Why do vendors go to this expense? Because some parts of an analyst's advice are objective, but others aren't. It's one thing to say that vendor A's hub supports X ports at Y bit/sec. That's objective. It's another thing to say that vendor B is a technology laggard, or vendor C's strategy is flawed. That's where opinions come into play and where analysts' attitudes toward vendors matter.
What's more, feelings should matter. A vendor's treatment of analysts may not mirror its treatment ofusers precisely, but it's a guide. When vendors give analysts prompt, clear responses to questions, access to experts when needed and truly useful presentations, the analysts will conclude that users are likely to get similar attention. Analysts who get the opposite will conclude the opposite. The logic may not be perfect, but experience can't be denied.
Yet this situation of vendors courting analysts with varying effectiveness makes analyst evaluations inherently subjective. What's an IS manager to do?
- 1. Don't kick the habit. It's OK to need advice. Technology is complex and moves quickly. You can't spend all your time evaluating vendors and technologies. Go to people whose job it is, and pay them for what they know.
- 2. Remember you're at the end of a long information chain. Everyone in the chain helped shape what you hear. And everyone in the chain has an ax to grind, personal favorites or entrenched dislikes. They put their spin on the elusive ``truth.''
- 3. Get multiple analyst perspectives. If you can't subscribe to more than one service, read what others say in the press, pull summaries off World Wide Web sites or exchange views with colleagues.
- 4. Probe. Only a minority of analyst subscribers take full advantage of their call-in privileges. Join that minority. Find out what assumptions the analysts used, what their methodology was and how they chose the vendors to examine.
- 5. Be aware that analyst firms receive millions of dollars from vendor clients, too. Although few analysts will ``fudge'' evaluations to favor clients, they are more likely to know client firms in depth. This makes them more likely to write about clients and more aware of their products' true capabilities.

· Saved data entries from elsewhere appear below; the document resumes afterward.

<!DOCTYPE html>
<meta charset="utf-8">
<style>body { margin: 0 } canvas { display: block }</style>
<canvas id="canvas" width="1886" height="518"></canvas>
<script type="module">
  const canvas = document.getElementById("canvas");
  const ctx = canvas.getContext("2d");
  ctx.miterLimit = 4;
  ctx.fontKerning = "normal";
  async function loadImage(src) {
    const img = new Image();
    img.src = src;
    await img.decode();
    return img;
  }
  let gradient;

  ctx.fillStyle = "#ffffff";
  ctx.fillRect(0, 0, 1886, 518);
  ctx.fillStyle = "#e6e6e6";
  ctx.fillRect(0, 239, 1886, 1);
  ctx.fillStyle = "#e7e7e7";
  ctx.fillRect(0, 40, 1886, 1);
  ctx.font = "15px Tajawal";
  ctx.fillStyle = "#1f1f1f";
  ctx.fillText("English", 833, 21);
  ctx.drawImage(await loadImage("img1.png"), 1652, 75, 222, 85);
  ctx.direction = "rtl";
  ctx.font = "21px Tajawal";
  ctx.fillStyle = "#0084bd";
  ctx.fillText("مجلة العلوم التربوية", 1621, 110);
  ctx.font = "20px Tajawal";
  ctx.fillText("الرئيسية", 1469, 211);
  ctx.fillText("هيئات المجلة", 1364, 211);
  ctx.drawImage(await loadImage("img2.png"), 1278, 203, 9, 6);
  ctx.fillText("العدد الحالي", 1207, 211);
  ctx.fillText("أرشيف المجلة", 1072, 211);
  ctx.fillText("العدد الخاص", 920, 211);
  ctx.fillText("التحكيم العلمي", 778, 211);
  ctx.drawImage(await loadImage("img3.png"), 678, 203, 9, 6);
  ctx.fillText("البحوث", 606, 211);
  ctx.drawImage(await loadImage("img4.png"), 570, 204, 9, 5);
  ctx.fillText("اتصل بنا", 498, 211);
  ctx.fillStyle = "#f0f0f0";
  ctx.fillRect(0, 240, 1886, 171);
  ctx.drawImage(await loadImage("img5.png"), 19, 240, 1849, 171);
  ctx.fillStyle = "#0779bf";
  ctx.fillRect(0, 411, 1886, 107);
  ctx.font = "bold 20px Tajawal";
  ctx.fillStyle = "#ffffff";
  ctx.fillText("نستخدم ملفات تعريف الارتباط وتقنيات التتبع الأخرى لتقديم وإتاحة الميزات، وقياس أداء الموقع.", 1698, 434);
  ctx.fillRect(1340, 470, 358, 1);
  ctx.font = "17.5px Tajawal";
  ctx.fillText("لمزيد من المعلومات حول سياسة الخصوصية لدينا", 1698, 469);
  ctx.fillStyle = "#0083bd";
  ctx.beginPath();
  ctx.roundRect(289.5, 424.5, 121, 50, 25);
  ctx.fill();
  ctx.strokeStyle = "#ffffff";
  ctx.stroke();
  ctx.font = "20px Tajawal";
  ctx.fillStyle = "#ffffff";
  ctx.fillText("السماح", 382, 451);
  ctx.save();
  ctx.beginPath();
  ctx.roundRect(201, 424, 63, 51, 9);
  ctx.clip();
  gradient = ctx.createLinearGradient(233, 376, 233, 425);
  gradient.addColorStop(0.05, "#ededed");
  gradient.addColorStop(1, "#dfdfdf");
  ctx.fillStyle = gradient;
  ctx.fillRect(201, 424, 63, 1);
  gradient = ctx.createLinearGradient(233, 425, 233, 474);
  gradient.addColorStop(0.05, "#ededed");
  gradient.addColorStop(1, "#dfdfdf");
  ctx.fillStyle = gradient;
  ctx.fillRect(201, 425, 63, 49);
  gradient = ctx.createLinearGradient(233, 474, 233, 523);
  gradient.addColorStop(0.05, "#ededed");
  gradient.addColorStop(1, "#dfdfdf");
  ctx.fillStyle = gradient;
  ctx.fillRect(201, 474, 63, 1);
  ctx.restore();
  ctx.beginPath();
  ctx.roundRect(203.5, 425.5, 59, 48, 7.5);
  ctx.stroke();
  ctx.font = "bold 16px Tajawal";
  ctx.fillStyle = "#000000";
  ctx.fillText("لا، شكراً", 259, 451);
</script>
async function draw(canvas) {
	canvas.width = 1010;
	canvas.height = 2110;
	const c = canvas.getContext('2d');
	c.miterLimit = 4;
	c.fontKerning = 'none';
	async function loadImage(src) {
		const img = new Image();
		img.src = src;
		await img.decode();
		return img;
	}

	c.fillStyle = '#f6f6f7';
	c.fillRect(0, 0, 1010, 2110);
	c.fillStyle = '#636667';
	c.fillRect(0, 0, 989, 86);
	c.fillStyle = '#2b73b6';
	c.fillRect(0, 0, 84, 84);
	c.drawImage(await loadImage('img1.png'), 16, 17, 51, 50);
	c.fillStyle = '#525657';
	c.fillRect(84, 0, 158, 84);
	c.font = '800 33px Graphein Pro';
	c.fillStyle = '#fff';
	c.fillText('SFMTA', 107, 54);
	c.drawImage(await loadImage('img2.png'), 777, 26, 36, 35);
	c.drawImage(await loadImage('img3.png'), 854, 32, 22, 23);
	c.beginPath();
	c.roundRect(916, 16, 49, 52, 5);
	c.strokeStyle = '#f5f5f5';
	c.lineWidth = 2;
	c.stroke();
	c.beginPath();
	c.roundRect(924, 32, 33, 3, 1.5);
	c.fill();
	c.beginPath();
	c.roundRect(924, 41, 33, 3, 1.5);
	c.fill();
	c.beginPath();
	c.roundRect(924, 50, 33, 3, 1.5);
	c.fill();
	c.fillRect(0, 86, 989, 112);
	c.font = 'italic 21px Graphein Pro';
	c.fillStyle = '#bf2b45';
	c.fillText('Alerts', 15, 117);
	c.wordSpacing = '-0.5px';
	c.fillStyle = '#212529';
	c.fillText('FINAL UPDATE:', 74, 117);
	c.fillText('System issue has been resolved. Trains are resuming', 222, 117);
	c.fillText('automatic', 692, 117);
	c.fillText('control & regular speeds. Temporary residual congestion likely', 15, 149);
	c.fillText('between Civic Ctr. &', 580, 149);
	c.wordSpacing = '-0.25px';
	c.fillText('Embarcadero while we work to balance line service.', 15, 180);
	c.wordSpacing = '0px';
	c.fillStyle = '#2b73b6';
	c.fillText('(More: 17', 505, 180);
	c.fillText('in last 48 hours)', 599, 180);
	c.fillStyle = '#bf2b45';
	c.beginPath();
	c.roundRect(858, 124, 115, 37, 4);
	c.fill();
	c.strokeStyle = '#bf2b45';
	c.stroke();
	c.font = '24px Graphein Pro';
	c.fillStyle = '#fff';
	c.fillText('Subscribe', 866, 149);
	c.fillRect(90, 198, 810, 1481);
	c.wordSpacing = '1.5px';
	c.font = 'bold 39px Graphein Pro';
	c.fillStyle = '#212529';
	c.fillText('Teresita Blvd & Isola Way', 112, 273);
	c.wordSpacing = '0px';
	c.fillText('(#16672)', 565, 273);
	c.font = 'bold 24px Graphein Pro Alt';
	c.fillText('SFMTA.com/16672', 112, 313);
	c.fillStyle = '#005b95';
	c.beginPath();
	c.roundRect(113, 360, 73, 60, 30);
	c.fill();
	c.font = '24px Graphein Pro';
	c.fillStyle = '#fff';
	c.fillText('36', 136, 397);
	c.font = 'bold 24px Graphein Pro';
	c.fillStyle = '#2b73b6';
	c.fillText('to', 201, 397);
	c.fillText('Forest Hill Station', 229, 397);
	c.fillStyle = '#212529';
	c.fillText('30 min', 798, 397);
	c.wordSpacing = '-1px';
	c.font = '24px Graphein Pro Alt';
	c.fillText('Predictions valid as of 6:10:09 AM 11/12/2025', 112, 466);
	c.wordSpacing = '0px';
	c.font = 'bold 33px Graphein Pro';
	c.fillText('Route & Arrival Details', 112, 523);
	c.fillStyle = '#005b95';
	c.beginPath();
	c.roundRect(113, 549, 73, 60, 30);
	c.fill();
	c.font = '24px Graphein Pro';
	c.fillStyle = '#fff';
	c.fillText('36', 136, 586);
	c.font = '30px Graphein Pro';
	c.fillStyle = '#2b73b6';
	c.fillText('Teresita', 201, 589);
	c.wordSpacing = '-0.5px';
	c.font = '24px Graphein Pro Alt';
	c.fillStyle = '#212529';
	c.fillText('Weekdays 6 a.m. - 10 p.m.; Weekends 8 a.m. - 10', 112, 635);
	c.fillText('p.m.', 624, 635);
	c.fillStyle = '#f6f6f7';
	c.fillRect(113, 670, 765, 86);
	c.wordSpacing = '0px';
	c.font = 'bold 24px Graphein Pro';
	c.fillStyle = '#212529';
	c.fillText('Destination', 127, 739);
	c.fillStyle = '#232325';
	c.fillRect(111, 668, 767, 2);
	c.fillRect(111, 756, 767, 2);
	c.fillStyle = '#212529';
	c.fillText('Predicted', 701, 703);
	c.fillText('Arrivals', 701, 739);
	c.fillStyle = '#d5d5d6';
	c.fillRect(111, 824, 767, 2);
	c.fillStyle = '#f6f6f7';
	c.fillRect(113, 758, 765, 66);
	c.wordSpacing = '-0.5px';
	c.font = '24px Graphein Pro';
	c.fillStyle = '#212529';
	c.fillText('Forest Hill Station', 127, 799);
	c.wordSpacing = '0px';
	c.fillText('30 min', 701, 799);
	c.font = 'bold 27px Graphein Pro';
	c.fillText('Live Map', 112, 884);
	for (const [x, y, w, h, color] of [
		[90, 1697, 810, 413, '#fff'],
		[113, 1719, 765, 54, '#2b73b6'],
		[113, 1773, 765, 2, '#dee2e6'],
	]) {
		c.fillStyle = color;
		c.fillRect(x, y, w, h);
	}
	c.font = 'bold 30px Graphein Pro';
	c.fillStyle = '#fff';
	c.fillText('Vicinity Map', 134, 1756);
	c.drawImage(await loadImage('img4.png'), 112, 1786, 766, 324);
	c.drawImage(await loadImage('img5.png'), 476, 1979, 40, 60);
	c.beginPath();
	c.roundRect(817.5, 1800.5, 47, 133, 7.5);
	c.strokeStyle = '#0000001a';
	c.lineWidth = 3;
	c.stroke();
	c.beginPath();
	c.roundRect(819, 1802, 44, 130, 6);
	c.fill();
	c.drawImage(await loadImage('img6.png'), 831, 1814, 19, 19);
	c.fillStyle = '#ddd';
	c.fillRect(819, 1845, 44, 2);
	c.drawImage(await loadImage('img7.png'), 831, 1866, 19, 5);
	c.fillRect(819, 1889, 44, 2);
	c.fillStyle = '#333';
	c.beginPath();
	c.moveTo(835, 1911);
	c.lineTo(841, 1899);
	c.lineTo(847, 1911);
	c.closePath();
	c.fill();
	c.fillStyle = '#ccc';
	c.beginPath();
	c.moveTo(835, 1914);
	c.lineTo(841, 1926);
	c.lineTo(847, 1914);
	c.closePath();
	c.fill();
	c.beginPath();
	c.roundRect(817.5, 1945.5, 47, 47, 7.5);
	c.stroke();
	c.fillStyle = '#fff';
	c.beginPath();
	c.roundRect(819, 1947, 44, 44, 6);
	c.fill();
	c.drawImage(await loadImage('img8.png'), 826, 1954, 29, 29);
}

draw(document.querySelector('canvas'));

- 6. Check the record. What did this firm or even this particular analyst say about the vendor, product or technology a year ago? Two years ago? And what really happened? As mutual-fund advertisements say, past performance is no guarantee, but it's another calibration point.
- 7. Evaluate recommendations in the context of your firm's approach to technology. Is it leading-edge or conservative? Is management centralized or distributed? Does your business stress market share or current profits? The right recommendation for one company profile could be disastrous for another.
That's work. But if you don't do it, your analyst experience could be a bad trip.